**Try it:**
Lines in the listing below that contain the string "pixels" are to be found and copied.

Dataset records section start

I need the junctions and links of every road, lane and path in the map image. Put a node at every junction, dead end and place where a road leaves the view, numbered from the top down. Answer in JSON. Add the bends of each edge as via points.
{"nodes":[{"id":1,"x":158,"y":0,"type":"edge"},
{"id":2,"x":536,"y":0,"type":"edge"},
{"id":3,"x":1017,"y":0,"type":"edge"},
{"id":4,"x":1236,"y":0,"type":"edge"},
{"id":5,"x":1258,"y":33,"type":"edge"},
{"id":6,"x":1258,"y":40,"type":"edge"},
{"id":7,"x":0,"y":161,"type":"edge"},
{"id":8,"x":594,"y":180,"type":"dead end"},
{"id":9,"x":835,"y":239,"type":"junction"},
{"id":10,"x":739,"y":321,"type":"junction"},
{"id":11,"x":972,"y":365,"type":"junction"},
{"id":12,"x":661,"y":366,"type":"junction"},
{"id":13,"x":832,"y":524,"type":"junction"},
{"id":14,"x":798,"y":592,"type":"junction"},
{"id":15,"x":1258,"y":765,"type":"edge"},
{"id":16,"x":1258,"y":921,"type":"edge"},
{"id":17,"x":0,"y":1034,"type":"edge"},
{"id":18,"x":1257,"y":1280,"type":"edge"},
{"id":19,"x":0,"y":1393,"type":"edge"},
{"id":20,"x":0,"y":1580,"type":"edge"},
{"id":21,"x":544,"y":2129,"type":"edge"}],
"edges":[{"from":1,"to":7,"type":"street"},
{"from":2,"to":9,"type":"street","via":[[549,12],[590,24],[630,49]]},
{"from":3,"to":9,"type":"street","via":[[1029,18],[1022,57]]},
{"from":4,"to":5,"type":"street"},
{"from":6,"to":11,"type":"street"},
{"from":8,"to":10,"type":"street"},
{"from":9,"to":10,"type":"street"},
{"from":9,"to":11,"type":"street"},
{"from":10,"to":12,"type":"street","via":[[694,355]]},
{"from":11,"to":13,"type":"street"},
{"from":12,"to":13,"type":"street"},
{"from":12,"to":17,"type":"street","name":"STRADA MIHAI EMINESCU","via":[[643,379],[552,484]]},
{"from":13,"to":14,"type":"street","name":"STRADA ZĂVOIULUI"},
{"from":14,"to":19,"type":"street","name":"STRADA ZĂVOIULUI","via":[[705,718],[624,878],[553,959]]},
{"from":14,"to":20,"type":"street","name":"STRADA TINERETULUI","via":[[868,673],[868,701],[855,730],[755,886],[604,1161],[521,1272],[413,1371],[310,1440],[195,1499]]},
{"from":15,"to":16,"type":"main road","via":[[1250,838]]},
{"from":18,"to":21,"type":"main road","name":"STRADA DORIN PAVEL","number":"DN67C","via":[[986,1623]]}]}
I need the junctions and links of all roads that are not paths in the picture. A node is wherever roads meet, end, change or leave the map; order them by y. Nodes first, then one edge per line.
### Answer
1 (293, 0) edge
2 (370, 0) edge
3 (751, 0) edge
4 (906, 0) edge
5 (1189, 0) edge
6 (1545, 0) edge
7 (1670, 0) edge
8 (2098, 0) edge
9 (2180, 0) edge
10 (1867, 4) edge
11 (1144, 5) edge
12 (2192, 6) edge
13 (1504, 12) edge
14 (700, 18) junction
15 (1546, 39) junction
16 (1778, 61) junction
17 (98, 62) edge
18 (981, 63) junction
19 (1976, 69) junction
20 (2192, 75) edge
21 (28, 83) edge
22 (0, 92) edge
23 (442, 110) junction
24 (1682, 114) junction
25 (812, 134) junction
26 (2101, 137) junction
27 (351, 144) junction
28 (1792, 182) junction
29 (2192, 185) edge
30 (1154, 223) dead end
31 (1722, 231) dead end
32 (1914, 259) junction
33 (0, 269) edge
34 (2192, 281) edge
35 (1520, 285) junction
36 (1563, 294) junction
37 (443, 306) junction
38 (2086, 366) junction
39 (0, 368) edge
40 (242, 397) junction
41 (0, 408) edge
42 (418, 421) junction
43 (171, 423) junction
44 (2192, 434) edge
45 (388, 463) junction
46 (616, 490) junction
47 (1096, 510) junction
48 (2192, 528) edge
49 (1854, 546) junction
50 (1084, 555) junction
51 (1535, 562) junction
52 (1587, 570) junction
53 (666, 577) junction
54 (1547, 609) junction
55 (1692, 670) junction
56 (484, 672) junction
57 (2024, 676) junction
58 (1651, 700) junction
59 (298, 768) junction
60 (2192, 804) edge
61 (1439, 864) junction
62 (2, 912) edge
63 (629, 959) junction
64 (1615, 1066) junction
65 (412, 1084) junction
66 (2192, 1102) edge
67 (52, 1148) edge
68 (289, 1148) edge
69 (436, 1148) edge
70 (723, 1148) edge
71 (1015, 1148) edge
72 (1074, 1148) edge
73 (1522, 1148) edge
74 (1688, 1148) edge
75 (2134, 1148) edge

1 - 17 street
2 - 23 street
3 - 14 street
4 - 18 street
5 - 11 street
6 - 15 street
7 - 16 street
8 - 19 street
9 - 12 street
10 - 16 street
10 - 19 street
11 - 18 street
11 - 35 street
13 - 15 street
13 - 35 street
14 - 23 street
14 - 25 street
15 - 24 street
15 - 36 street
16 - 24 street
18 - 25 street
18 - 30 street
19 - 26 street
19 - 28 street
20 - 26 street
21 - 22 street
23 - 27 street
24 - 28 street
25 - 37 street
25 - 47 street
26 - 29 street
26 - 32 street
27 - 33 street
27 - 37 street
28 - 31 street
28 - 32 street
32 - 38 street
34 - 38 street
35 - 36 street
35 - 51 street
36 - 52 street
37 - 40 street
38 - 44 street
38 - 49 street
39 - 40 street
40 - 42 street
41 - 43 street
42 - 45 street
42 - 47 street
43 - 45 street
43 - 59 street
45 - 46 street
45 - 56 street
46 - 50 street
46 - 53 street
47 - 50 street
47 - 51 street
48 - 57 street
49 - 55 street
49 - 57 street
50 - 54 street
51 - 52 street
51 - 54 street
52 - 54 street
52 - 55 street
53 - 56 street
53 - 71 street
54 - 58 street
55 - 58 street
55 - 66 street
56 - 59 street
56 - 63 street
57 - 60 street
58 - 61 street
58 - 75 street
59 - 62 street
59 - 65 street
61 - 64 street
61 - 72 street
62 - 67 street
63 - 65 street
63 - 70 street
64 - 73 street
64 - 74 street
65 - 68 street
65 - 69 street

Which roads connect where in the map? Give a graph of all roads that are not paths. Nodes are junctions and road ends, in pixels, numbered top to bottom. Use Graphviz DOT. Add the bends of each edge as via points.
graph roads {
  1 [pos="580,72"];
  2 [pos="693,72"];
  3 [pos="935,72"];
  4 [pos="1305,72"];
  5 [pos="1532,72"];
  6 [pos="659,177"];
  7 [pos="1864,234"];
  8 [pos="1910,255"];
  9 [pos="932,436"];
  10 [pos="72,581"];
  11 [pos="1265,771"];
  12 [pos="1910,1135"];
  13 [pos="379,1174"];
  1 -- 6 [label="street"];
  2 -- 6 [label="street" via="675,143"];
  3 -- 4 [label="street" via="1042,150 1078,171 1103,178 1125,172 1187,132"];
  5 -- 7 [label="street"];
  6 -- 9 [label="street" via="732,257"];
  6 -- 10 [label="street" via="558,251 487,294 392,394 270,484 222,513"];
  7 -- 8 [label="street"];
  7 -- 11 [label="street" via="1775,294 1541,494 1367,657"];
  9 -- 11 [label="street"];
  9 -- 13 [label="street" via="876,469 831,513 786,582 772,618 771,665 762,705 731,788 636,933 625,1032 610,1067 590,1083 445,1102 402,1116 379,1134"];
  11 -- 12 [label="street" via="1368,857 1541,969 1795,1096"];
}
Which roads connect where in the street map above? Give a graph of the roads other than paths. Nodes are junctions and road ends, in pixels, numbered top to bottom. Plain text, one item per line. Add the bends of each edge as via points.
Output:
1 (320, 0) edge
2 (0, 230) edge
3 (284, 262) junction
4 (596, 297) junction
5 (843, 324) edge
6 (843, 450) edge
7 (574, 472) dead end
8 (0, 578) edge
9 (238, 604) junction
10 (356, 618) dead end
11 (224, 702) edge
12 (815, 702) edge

Dataset records section end

**Expected answer:**
Which roads connect where in the map? Give a graph of all roads that are not paths. Nodes are junctions and road ends, in pixels, numbered top to bottom. Use Graphviz DOT. Add the bends of each edge as via points.
Which roads connect where in the street map above? Give a graph of the roads other than paths. Nodes are junctions and road ends, in pixels, numbered top to bottom. Plain text, one item per line. Add the bends of each edge as via points.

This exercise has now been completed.